It's like my mouth has a completely different vernacular/dictionary than my mouth. When I talk, all those filler words really do come out as I try to actually make sense while extracting my dispersing thoughts. Talking has always been a mindless thing for me. When I talk, I don't think, so I can't properly ponder the subject as I speak. Talking with family is definitely easier than talking to anyone else, when I'm with them sometimes those better, bigger, more complex words slip into my speech. But a lot of the time, I'm just using slang or whatever to quickly get my point across lol. When I'm engaging with people online, it's also different. Just acronyms, slang phrases, and amongst other incomprehensible comments. I haven't had a long conversation with anyone outside of my household family in a long time so I have no idea how that could possibly play out. Writing really is the most convenient method of expressing your thoughts. The ability to edit what you've written/typed and throw in phrases that only come to mind as you sit silently, focused on your own words. I wish my spoken words were half as detailed and well-spoken. I love writing, sometimes.
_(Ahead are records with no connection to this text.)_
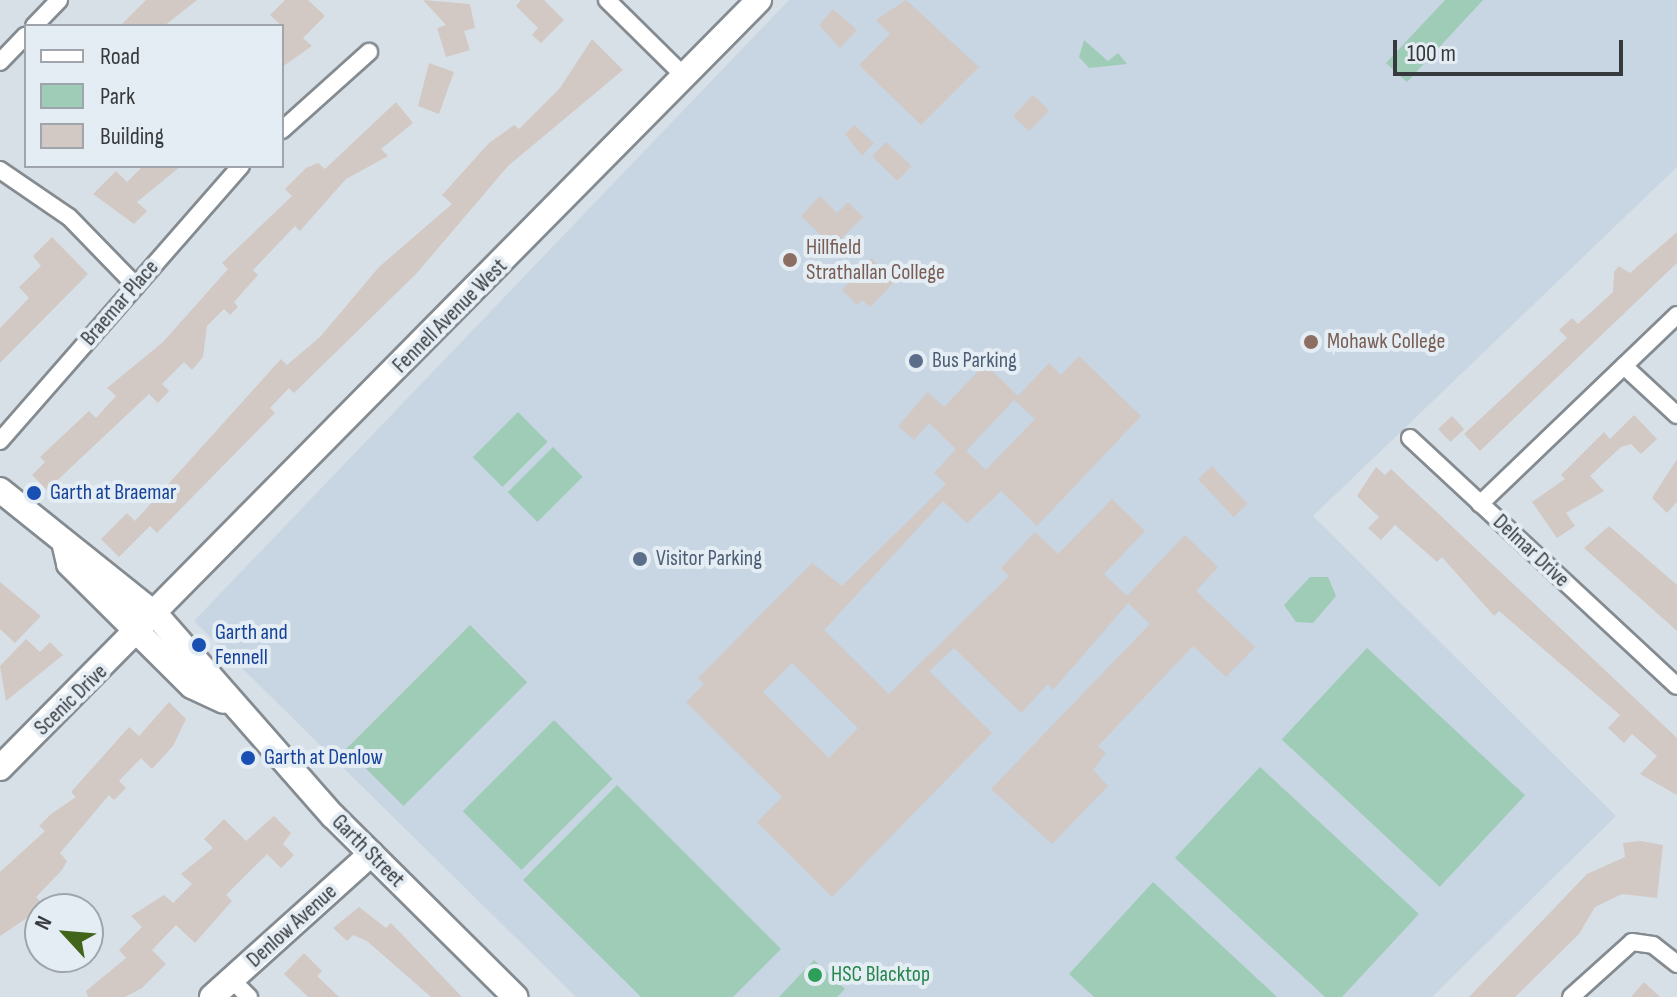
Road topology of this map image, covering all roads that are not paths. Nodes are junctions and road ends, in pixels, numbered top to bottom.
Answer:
1 (59, 0) edge
2 (607, 0) edge
3 (759, 0) edge
4 (36, 24) edge
5 (24, 37) edge
6 (369, 52) dead end
7 (0, 62) edge
8 (685, 77) junction
9 (284, 128) edge
10 (239, 168) edge
11 (0, 170) edge
12 (136, 286) junction
13 (1677, 315) edge
14 (1624, 366) junction
15 (1677, 415) edge
16 (1410, 438) dead end
17 (0, 441) edge
18 (0, 490) edge
19 (1480, 504) junction
20 (149, 624) junction
21 (1677, 686) edge
22 (0, 768) edge
23 (371, 854) junction
24 (1677, 964) edge
25 (241, 989) edge
26 (212, 997) edge
27 (515, 997) edge
28 (1571, 997) edge

1 - 4 street
2 - 8 street
3 - 8 main road, Fennell Avenue West
5 - 7 street
6 - 9 street
8 - 20 main road, Fennell Avenue West
10 - 12 street, Braemar Place
11 - 12 street
12 - 17 street, Braemar Place
13 - 14 street, Delmar Drive
14 - 15 street
14 - 19 street, Delmar Drive
16 - 19 street
18 - 20 main road, Garth Street
19 - 21 street, Delmar Drive
20 - 22 main road, Scenic Drive
20 - 23 main road, Garth Street
23 - 25 main road, Denlow Avenue
23 - 27 main road, Garth Street
24 - 28 street
25 - 26 main road, Denlow Avenue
At other times, it just reminds me of just how repetitive my thoughts and feelings are, once I spill them out in the form of words.

So I'm going to record it. Myself talking about a subject, maybe branching out. I'm not a good talker. I'm not very creative, so I don't randomly come up with stories or anything, although ridiculous theories aren't too far out there for me to do. All of the things I think and write are generally focused on myself, my current and future activities, and vague mentions of what goes on around me. But I /have/ noticed that when I think on my own (out loud or not, does that mean I'm insane?), my wording is better. Probably because I don't feel like I'm wasting anyone's time. I hate spotify ads.
Subjects I should try using? Okay wait. I might end up breaking my phone after hearing my voice. My self acceptance has not reached such a stage that I can simply listen to myself without wanting to die. It makes me sound like such a kid, but also not. Right, am teen. But I sound so much more normal in my head, in my own ears...

Regardless, topics.
i mean last night i was thinking abt self hate and things of that nature lmaooo
i really dont be thinking fr
like idec abt whats happeningin the world (T0T)
uh crap, google save me

wtf
https://www.mantelligence.com/deep-conversation-topics/
first question and theyre already trying to call my out on my bull
i hate it here
definitely talking about that crap
while i play a game or something to keep me preoccupied in a way
might just end up pacing around in a circle in my room, i tend to do that for some reason while i do anything
and now that i mention behaviors, a mf starts pulling at their fudging hair when they're frustrated
starts getting tired when theyre 'sad'
anddddd
starts rationalizing when...many occurences.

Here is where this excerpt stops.